◆ Task brief: In the material beneath, how many lines contain the word "node"? Give the count alone.

◆ Dataset content:

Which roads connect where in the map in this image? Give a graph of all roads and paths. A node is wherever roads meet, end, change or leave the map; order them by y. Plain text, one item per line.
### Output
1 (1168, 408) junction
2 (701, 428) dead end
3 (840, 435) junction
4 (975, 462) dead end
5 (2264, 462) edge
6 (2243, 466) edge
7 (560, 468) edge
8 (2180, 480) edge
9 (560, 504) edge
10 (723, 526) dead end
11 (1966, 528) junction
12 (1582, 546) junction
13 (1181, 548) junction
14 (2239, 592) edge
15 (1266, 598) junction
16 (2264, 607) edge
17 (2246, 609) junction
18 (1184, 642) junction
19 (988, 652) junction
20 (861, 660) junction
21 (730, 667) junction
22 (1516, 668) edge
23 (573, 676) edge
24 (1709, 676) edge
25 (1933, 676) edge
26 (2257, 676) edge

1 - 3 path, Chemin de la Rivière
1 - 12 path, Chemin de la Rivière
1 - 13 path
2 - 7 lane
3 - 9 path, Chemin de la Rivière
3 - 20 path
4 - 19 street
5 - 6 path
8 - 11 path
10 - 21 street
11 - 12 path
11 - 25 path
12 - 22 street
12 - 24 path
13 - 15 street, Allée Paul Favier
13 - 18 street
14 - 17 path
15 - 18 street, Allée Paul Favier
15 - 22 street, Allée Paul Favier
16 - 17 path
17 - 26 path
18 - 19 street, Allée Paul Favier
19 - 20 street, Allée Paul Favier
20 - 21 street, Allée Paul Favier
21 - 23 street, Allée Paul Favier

==

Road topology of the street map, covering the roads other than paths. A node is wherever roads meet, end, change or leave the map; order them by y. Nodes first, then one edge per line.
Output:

◆ Your response: 2